[Opening RECORDS FOR THIS TASK section]
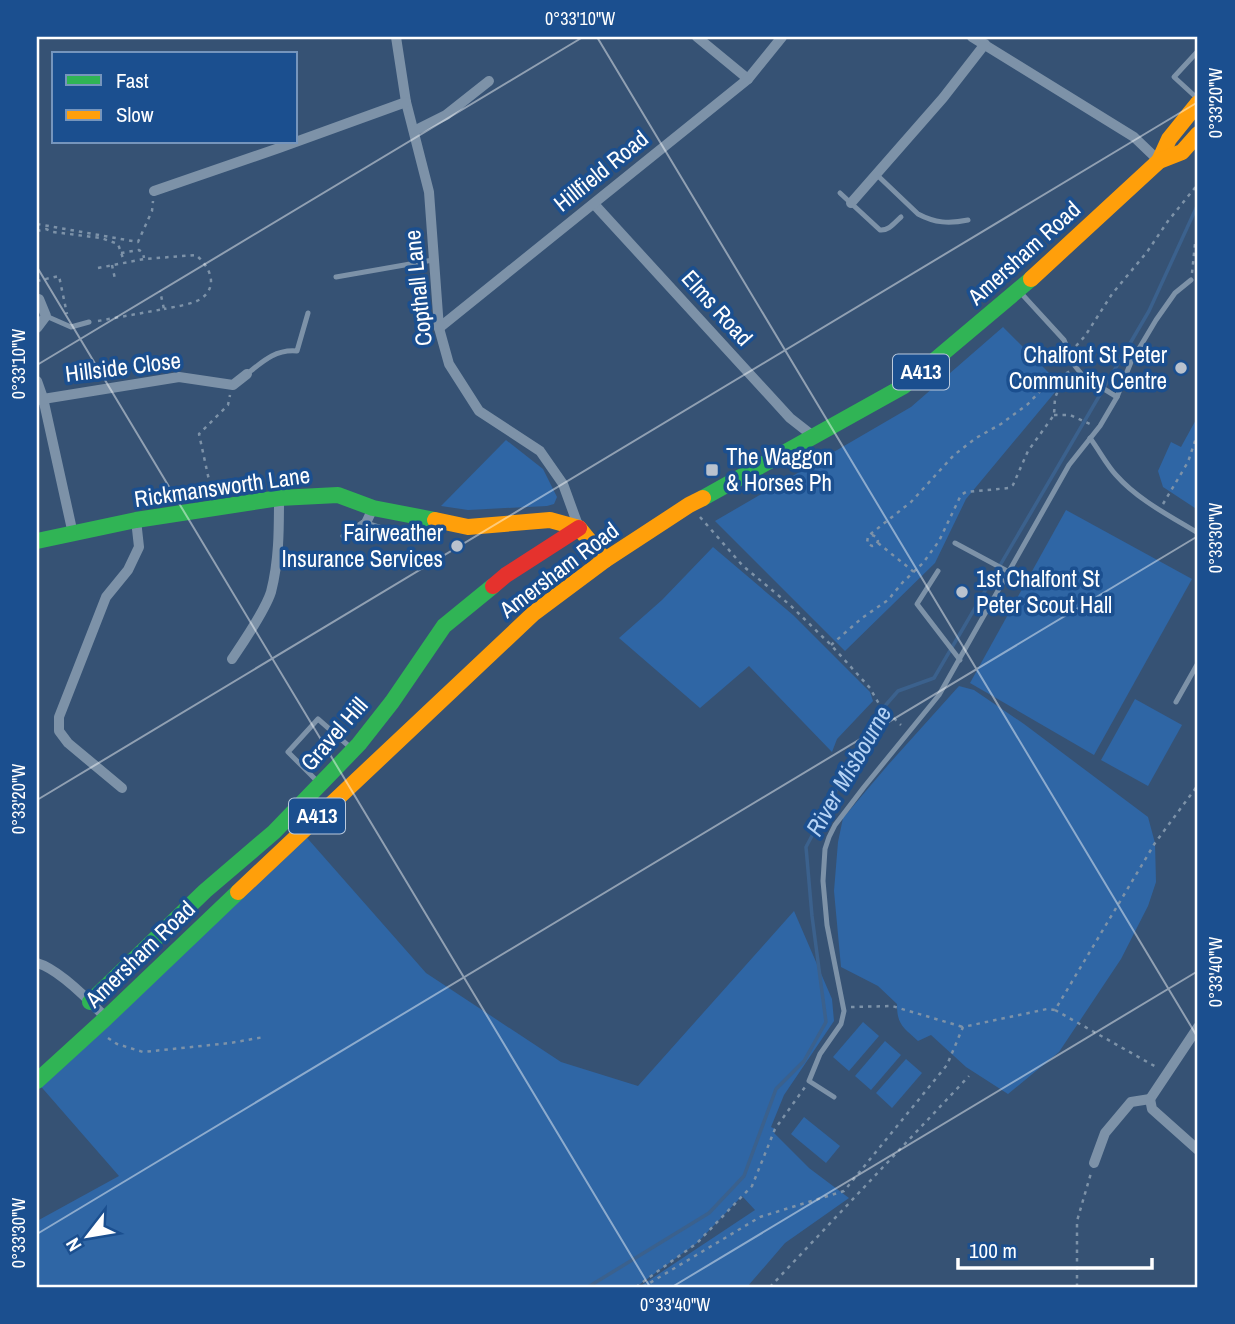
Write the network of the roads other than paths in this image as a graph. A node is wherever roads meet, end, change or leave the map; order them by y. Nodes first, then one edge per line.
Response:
1 (396, 37) edge
2 (697, 37) edge
3 (782, 37) edge
4 (972, 37) edge
5 (985, 44) junction
6 (1198, 44) edge
7 (748, 79) junction
8 (489, 81) dead end
9 (1198, 101) edge
10 (406, 102) junction
11 (414, 131) junction
12 (1198, 134) edge
13 (298, 141) edge
14 (290, 144) edge
15 (1159, 161) junction
16 (876, 174) junction
17 (154, 191) road end
18 (840, 193) dead end
19 (850, 203) junction
20 (594, 204) junction
21 (901, 217) dead end
22 (968, 220) dead end
23 (434, 260) junction
24 (336, 277) dead end
25 (1191, 280) road end
26 (1018, 290) junction
27 (39, 299) dead end
28 (309, 313) dead end
29 (46, 316) junction
30 (89, 322) road end
31 (37, 328) edge
32 (439, 328) junction
33 (247, 374) joint
34 (37, 381) edge
35 (1116, 397) junction
36 (40, 399) edge
37 (813, 436) junction
38 (1090, 438) junction
39 (279, 499) junction
40 (373, 508) junction
41 (136, 520) junction
42 (366, 523) junction
43 (579, 528) junction
44 (391, 531) dead end
45 (1198, 533) edge
46 (73, 534) junction
47 (343, 536) dead end
48 (37, 541) edge
49 (955, 542) dead end
50 (605, 560) junction
51 (938, 571) dead end
52 (1009, 572) junction
53 (232, 659) dead end
54 (960, 660) junction
55 (1198, 663) edge
56 (1176, 702) dead end
57 (356, 747) junction
58 (377, 760) junction
59 (320, 785) junction
60 (122, 788) dead end
61 (37, 963) edge
62 (90, 1002) junction
63 (100, 1023) junction
64 (1198, 1027) edge
65 (37, 1081) edge
66 (834, 1097) dead end
67 (1150, 1099) junction
68 (1198, 1150) edge
69 (1094, 1163) road end

1 - 10 street, Copthall Lane
2 - 7 street
3 - 7 street, Hillfield Road
4 - 5 street
5 - 15 street
5 - 16 street
6 - 9 lane
7 - 20 street, Hillfield Road
8 - 11 street
9 - 15 main road, Amersham Road / A413
10 - 11 street, Copthall Lane
10 - 13 street
11 - 23 street, Copthall Lane
12 - 15 main road, Amersham Road / A413
14 - 17 street
15 - 26 main road, Amersham Road / A413
16 - 19 street
16 - 22 lane
18 - 19 lane
19 - 21 lane
20 - 32 street, Hillfield Road
20 - 37 street, Elms Road
23 - 24 lane
23 - 32 street, Copthall Lane
25 - 35 lane
26 - 35 lane
26 - 37 main road, Amersham Road / A413
27 - 29 street
28 - 33 lane
29 - 30 lane
29 - 31 street
32 - 43 street, Copthall Lane
33 - 36 street, Hillside Close
34 - 36 street, Hillside Close
35 - 38 lane
36 - 46 street, Hillside Close
37 - 50 main road, Amersham Road / A413
38 - 45 lane
38 - 52 lane
39 - 40 main road, Rickmansworth Lane
39 - 41 main road, Rickmansworth Lane
39 - 53 street
40 - 42 street
40 - 43 main road, Rickmansworth Lane
41 - 46 main road, Rickmansworth Lane
41 - 60 street
42 - 44 lane
42 - 47 lane
43 - 50 main road
43 - 57 main road, Gravel Hill
46 - 48 main road, Rickmansworth Lane
49 - 52 lane
50 - 58 main road, Amersham Road / A413
51 - 54 lane
52 - 54 lane
54 - 66 lane
55 - 56 lane
57 - 58 lane
57 - 59 main road, Gravel Hill
57 - 59 lane
58 - 63 main road, Amersham Road / A413
59 - 62 main road, Gravel Hill
61 - 62 street
62 - 63 street
63 - 65 main road, Amersham Road / A413
64 - 67 street
67 - 68 street
67 - 69 street

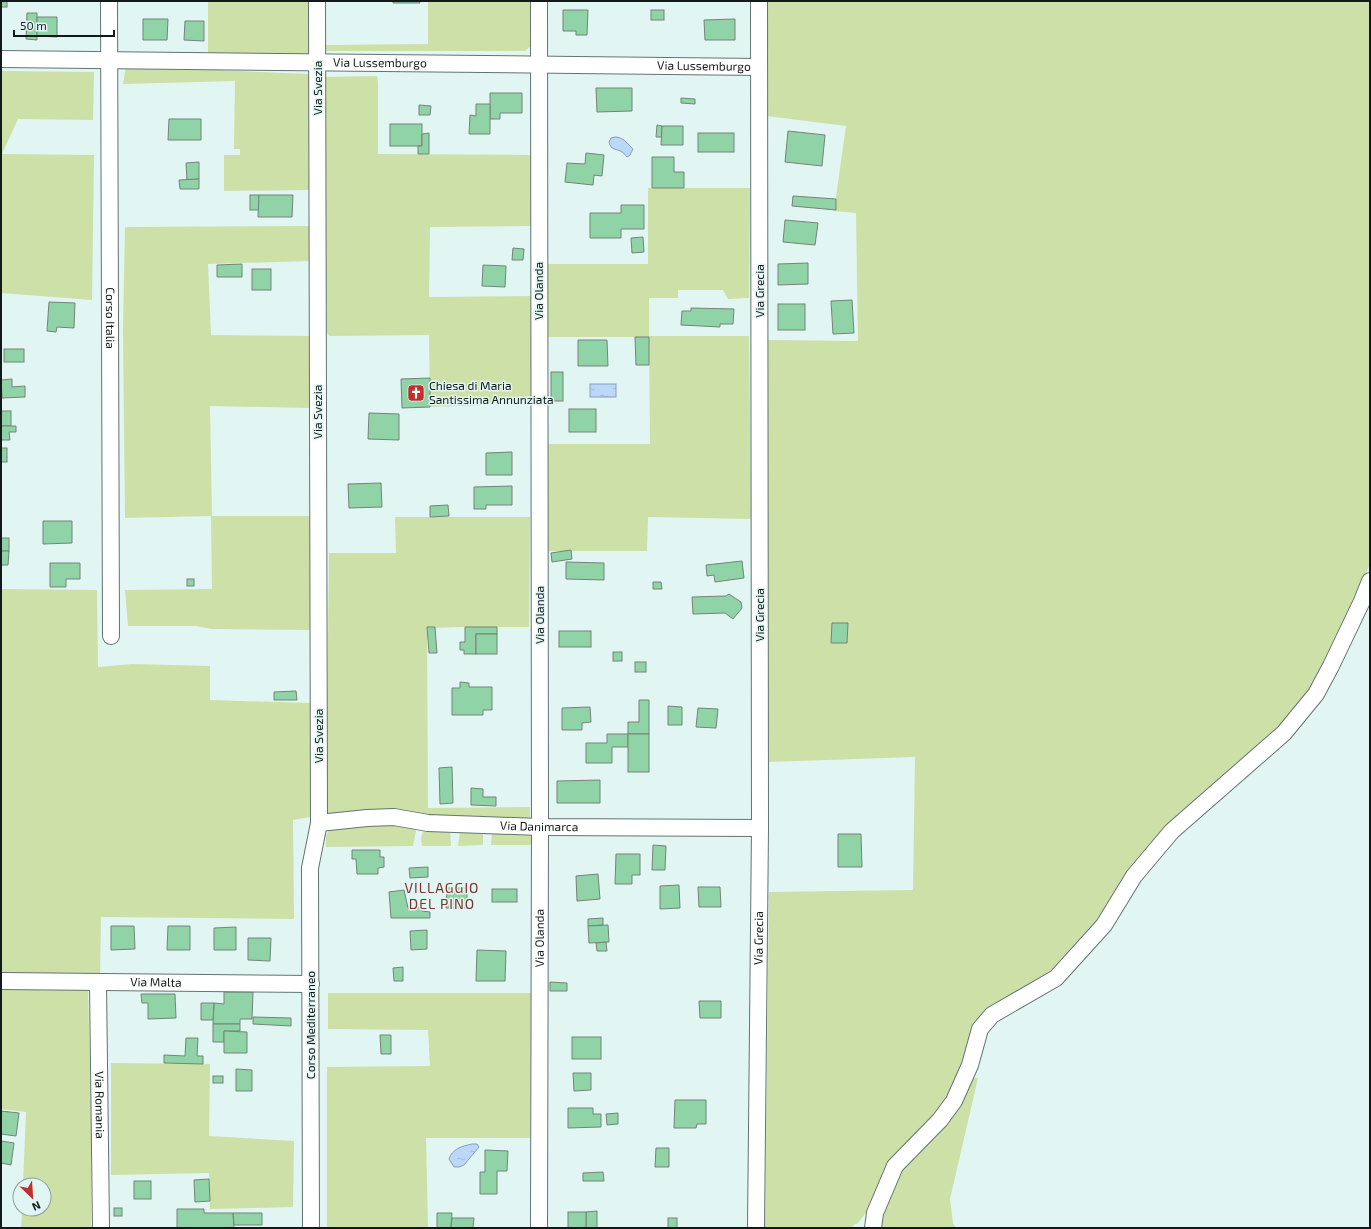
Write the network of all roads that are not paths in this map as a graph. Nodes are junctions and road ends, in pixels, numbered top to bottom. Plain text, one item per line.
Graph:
1 (108, 1) edge
2 (317, 1) edge
3 (539, 1) edge
4 (759, 1) edge
5 (1, 59) edge
6 (108, 60) junction
7 (318, 63) junction
8 (539, 64) junction
9 (759, 67) junction
10 (1370, 581) edge
11 (111, 636) dead end
12 (319, 823) junction
13 (540, 827) junction
14 (760, 828) junction
15 (1, 981) edge
16 (98, 982) junction
17 (311, 984) junction
18 (101, 1228) edge
19 (311, 1228) edge
20 (539, 1228) edge
21 (756, 1228) edge
22 (874, 1228) edge

1 - 6 street, Corso Italia
2 - 7 street, Via Svezia
3 - 8 street, Via Olanda
4 - 9 street, Via Grecia
5 - 6 street, Via Lussemburgo
6 - 7 street, Via Lussemburgo
6 - 11 street, Corso Italia
7 - 8 street, Via Lussemburgo
7 - 12 street, Via Svezia
8 - 9 street, Via Lussemburgo
8 - 13 street, Via Olanda
9 - 14 street, Via Grecia
10 - 22 street
12 - 13 street, Via Danimarca
12 - 17 street, Corso Mediterraneo
13 - 14 street, Via Danimarca
13 - 20 street, Via Olanda
14 - 21 street, Via Grecia
15 - 16 street, Via Malta
16 - 17 street, Via Malta
16 - 18 street, Via Romania
17 - 19 street, Corso Mediterraneo

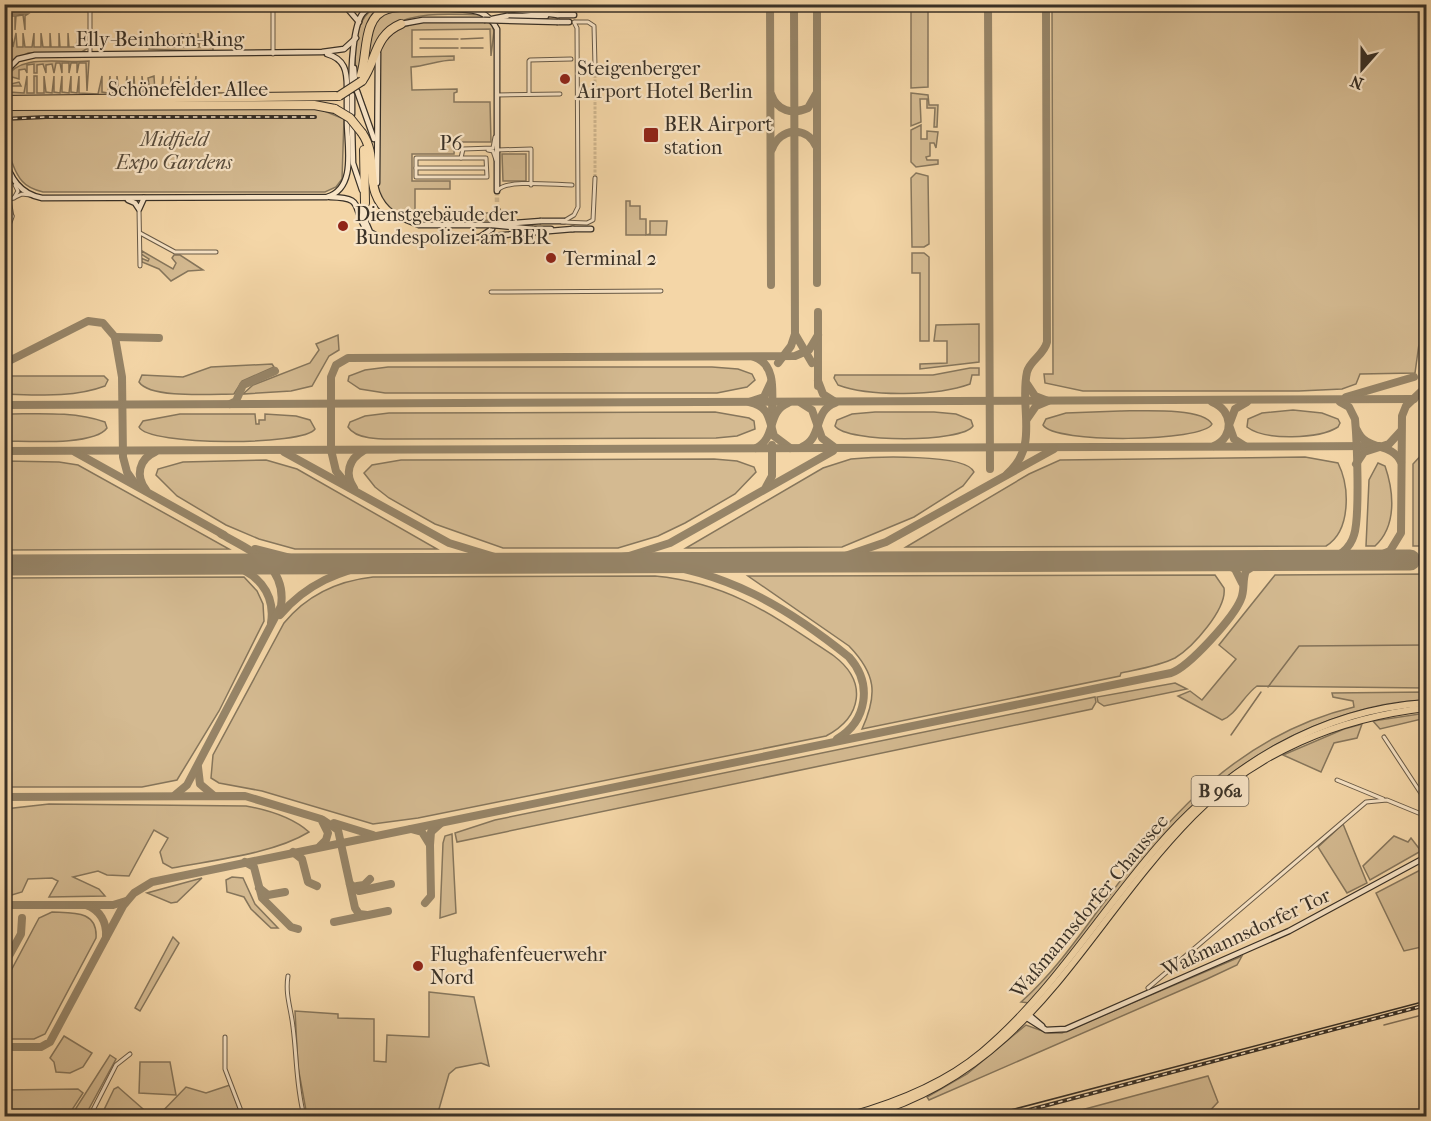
[Closing RECORDS FOR THIS TASK section]
A faithful, complete copy of the entries is required, without the pictures.

■ SOLVED EXERCISE:
Write the network of the roads other than paths in this image as a graph. A node is wherever roads meet, end, change or leave the map; order them by y. Nodes first, then one edge per line.
Response:
1 (396, 37) edge
2 (697, 37) edge
3 (782, 37) edge
4 (972, 37) edge
5 (985, 44) junction
6 (1198, 44) edge
7 (748, 79) junction
8 (489, 81) dead end
9 (1198, 101) edge
10 (406, 102) junction
11 (414, 131) junction
12 (1198, 134) edge
13 (298, 141) edge
14 (290, 144) edge
15 (1159, 161) junction
16 (876, 174) junction
17 (154, 191) road end
18 (840, 193) dead end
19 (850, 203) junction
20 (594, 204) junction
21 (901, 217) dead end
22 (968, 220) dead end
23 (434, 260) junction
24 (336, 277) dead end
25 (1191, 280) road end
26 (1018, 290) junction
27 (39, 299) dead end
28 (309, 313) dead end
29 (46, 316) junction
30 (89, 322) road end
31 (37, 328) edge
32 (439, 328) junction
33 (247, 374) joint
34 (37, 381) edge
35 (1116, 397) junction
36 (40, 399) edge
37 (813, 436) junction
38 (1090, 438) junction
39 (279, 499) junction
40 (373, 508) junction
41 (136, 520) junction
42 (366, 523) junction
43 (579, 528) junction
44 (391, 531) dead end
45 (1198, 533) edge
46 (73, 534) junction
47 (343, 536) dead end
48 (37, 541) edge
49 (955, 542) dead end
50 (605, 560) junction
51 (938, 571) dead end
52 (1009, 572) junction
53 (232, 659) dead end
54 (960, 660) junction
55 (1198, 663) edge
56 (1176, 702) dead end
57 (356, 747) junction
58 (377, 760) junction
59 (320, 785) junction
60 (122, 788) dead end
61 (37, 963) edge
62 (90, 1002) junction
63 (100, 1023) junction
64 (1198, 1027) edge
65 (37, 1081) edge
66 (834, 1097) dead end
67 (1150, 1099) junction
68 (1198, 1150) edge
69 (1094, 1163) road end

1 - 10 street, Copthall Lane
2 - 7 street
3 - 7 street, Hillfield Road
4 - 5 street
5 - 15 street
5 - 16 street
6 - 9 lane
7 - 20 street, Hillfield Road
8 - 11 street
9 - 15 main road, Amersham Road / A413
10 - 11 street, Copthall Lane
10 - 13 street
11 - 23 street, Copthall Lane
12 - 15 main road, Amersham Road / A413
14 - 17 street
15 - 26 main road, Amersham Road / A413
16 - 19 street
16 - 22 lane
18 - 19 lane
19 - 21 lane
20 - 32 street, Hillfield Road
20 - 37 street, Elms Road
23 - 24 lane
23 - 32 street, Copthall Lane
25 - 35 lane
26 - 35 lane
26 - 37 main road, Amersham Road / A413
27 - 29 street
28 - 33 lane
29 - 30 lane
29 - 31 street
32 - 43 street, Copthall Lane
33 - 36 street, Hillside Close
34 - 36 street, Hillside Close
35 - 38 lane
36 - 46 street, Hillside Close
37 - 50 main road, Amersham Road / A413
38 - 45 lane
38 - 52 lane
39 - 40 main road, Rickmansworth Lane
39 - 41 main road, Rickmansworth Lane
39 - 53 street
40 - 42 street
40 - 43 main road, Rickmansworth Lane
41 - 46 main road, Rickmansworth Lane
41 - 60 street
42 - 44 lane
42 - 47 lane
43 - 50 main road
43 - 57 main road, Gravel Hill
46 - 48 main road, Rickmansworth Lane
49 - 52 lane
50 - 58 main road, Amersham Road / A413
51 - 54 lane
52 - 54 lane
54 - 66 lane
55 - 56 lane
57 - 58 lane
57 - 59 main road, Gravel Hill
57 - 59 lane
58 - 63 main road, Amersham Road / A413
59 - 62 main road, Gravel Hill
61 - 62 street
62 - 63 street
63 - 65 main road, Amersham Road / A413
64 - 67 street
67 - 68 street
67 - 69 street

Write the network of all roads that are not paths in this map as a graph. Nodes are junctions and road ends, in pixels, numbered top to bottom. Plain text, one item per line.
Graph:
1 (108, 1) edge
2 (317, 1) edge
3 (539, 1) edge
4 (759, 1) edge
5 (1, 59) edge
6 (108, 60) junction
7 (318, 63) junction
8 (539, 64) junction
9 (759, 67) junction
10 (1370, 581) edge
11 (111, 636) dead end
12 (319, 823) junction
13 (540, 827) junction
14 (760, 828) junction
15 (1, 981) edge
16 (98, 982) junction
17 (311, 984) junction
18 (101, 1228) edge
19 (311, 1228) edge
20 (539, 1228) edge
21 (756, 1228) edge
22 (874, 1228) edge

1 - 6 street, Corso Italia
2 - 7 street, Via Svezia
3 - 8 street, Via Olanda
4 - 9 street, Via Grecia
5 - 6 street, Via Lussemburgo
6 - 7 street, Via Lussemburgo
6 - 11 street, Corso Italia
7 - 8 street, Via Lussemburgo
7 - 12 street, Via Svezia
8 - 9 street, Via Lussemburgo
8 - 13 street, Via Olanda
9 - 14 street, Via Grecia
10 - 22 street
12 - 13 street, Via Danimarca
12 - 17 street, Corso Mediterraneo
13 - 14 street, Via Danimarca
13 - 20 street, Via Olanda
14 - 21 street, Via Grecia
15 - 16 street, Via Malta
16 - 17 street, Via Malta
16 - 18 street, Via Romania
17 - 19 street, Corso Mediterraneo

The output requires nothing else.